• **TASK REQUIREMENTS**
If a line in the entries below contains the word "edges", it counts; report how many such lines there are, and only that number.

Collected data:

###

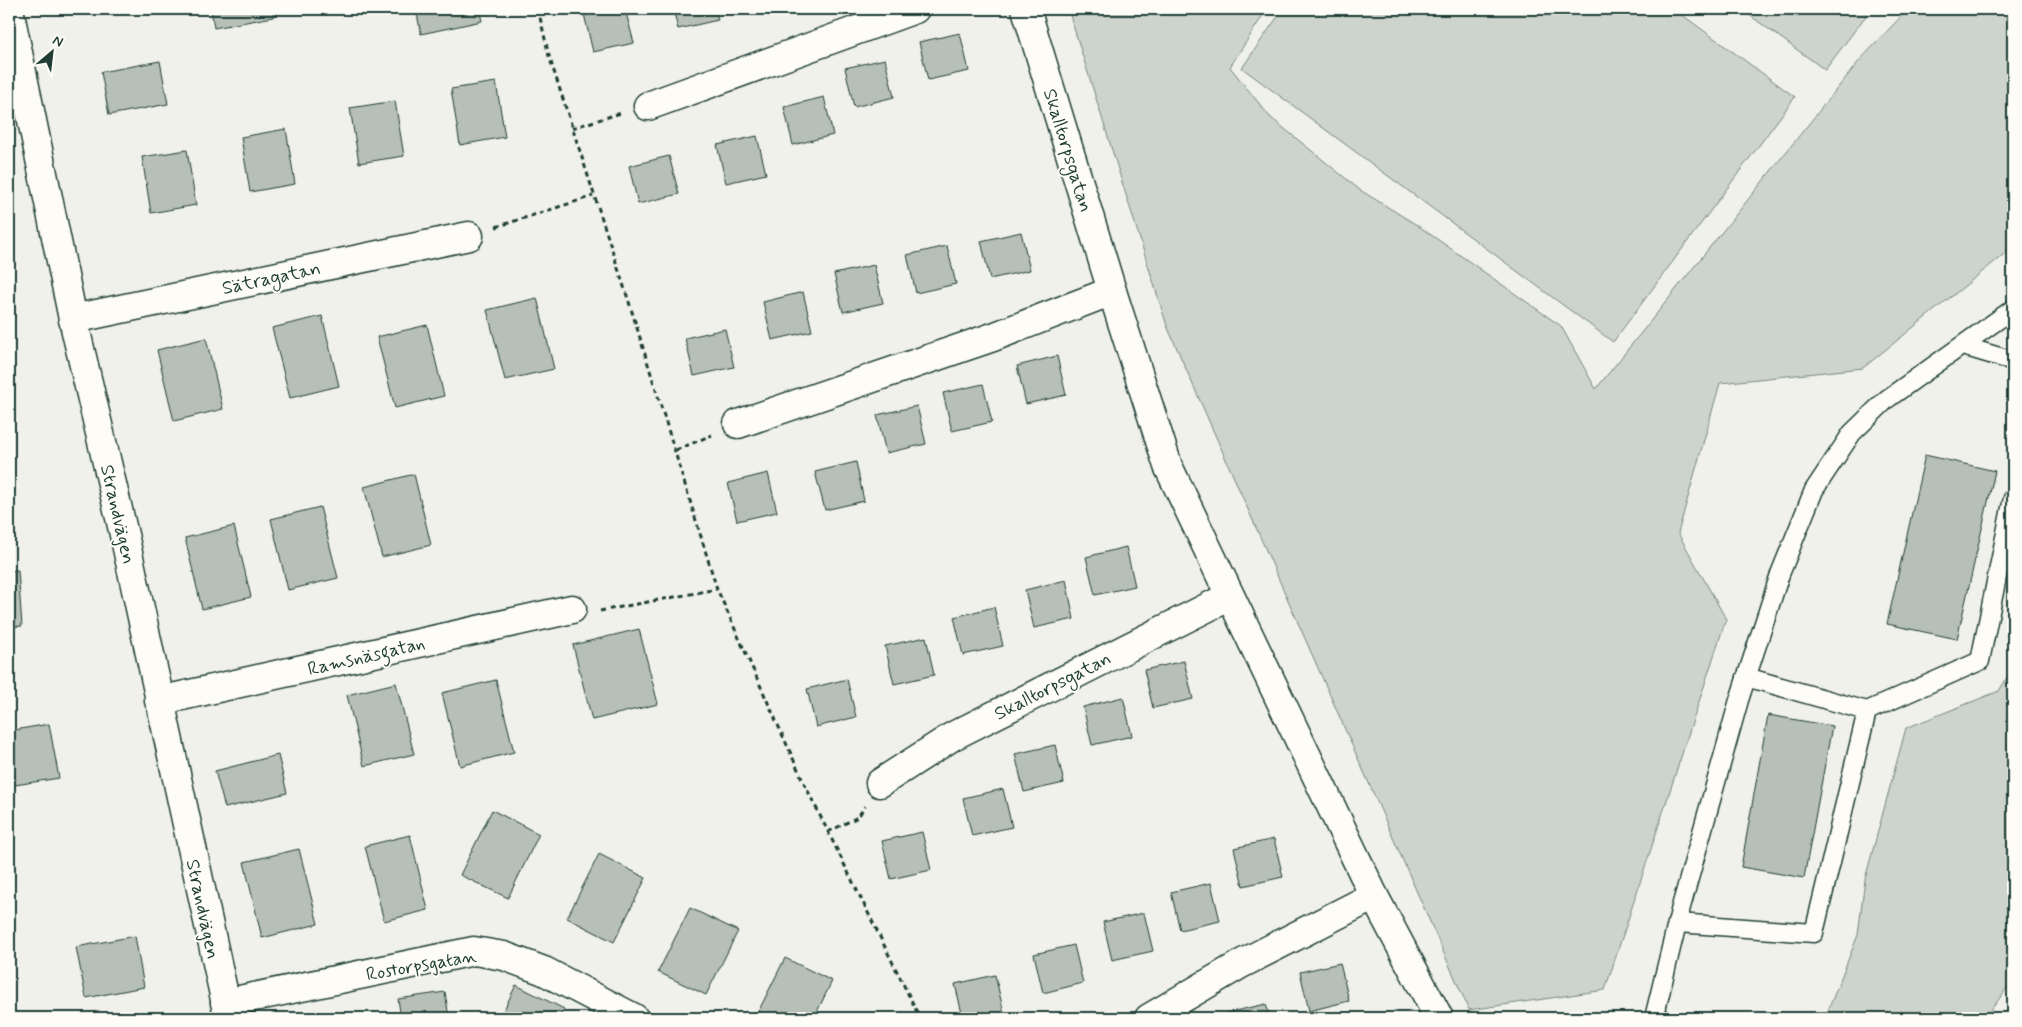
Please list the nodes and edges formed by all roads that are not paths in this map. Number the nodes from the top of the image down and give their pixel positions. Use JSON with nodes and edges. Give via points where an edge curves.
{"nodes":[{"id":1,"x":9,"y":9,"type":"edge"},
{"id":2,"x":915,"y":9,"type":"edge"},
{"id":3,"x":1026,"y":9,"type":"edge"},
{"id":4,"x":648,"y":106,"type":"road end"},
{"id":5,"x":469,"y":236,"type":"road end"},
{"id":6,"x":1112,"y":291,"type":"junction"},
{"id":7,"x":2013,"y":309,"type":"edge"},
{"id":8,"x":73,"y":319,"type":"junction"},
{"id":9,"x":1963,"y":346,"type":"junction"},
{"id":10,"x":2013,"y":361,"type":"edge"},
{"id":11,"x":738,"y":424,"type":"road end"},
{"id":12,"x":2013,"y":498,"type":"edge"},
{"id":13,"x":1230,"y":596,"type":"junction"},
{"id":14,"x":572,"y":609,"type":"road end"},
{"id":15,"x":1746,"y":677,"type":"junction"},
{"id":16,"x":159,"y":701,"type":"junction"},
{"id":17,"x":1867,"y":711,"type":"junction"},
{"id":18,"x":880,"y":783,"type":"road end"},
{"id":19,"x":1374,"y":896,"type":"junction"},
{"id":20,"x":1678,"y":923,"type":"junction"},
{"id":21,"x":227,"y":1011,"type":"edge"},
{"id":22,"x":634,"y":1018,"type":"edge"},
{"id":23,"x":1149,"y":1018,"type":"edge"},
{"id":24,"x":1439,"y":1018,"type":"edge"},
{"id":25,"x":1654,"y":1018,"type":"edge"}],
"edges":[{"from":1,"to":8,"type":"street","name":"Strandvägen"},
{"from":2,"to":4,"type":"street"},
{"from":3,"to":6,"type":"street","name":"Skalltorpsgatan"},
{"from":5,"to":8,"type":"street","name":"Sätragatan"},
{"from":6,"to":11,"type":"street","via":[[994,337]]},
{"from":6,"to":13,"type":"street","name":"Skalltorpsgatan","via":[[1168,466]]},
{"from":7,"to":9,"type":"lane"},
{"from":8,"to":16,"type":"street","name":"Strandvägen"},
{"from":9,"to":10,"type":"lane"},
{"from":9,"to":15,"type":"lane","via":[[1880,406],[1852,433],[1814,490],[1780,574]]},
{"from":12,"to":17,"type":"lane","via":[[1980,661]]},
{"from":13,"to":18,"type":"street","name":"Skalltorpsgatan","via":[[953,736]]},
{"from":13,"to":19,"type":"street","name":"Skalltorpsgatan"},
{"from":14,"to":16,"type":"street","name":"Ramsnäsgatan"},
{"from":15,"to":17,"type":"lane"},
{"from":15,"to":20,"type":"lane"},
{"from":16,"to":21,"type":"street","name":"Strandvägen"},
{"from":17,"to":20,"type":"lane","via":[[1814,933]]},
{"from":19,"to":23,"type":"street","via":[[1241,964]]},
{"from":19,"to":24,"type":"street","name":"Skalltorpsgatan"},
{"from":20,"to":25,"type":"lane"},
{"from":21,"to":22,"type":"street","name":"Rostorpsgatan","via":[[474,951],[504,956],[544,971]]}]}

###

• **TASK RESPONSE**
2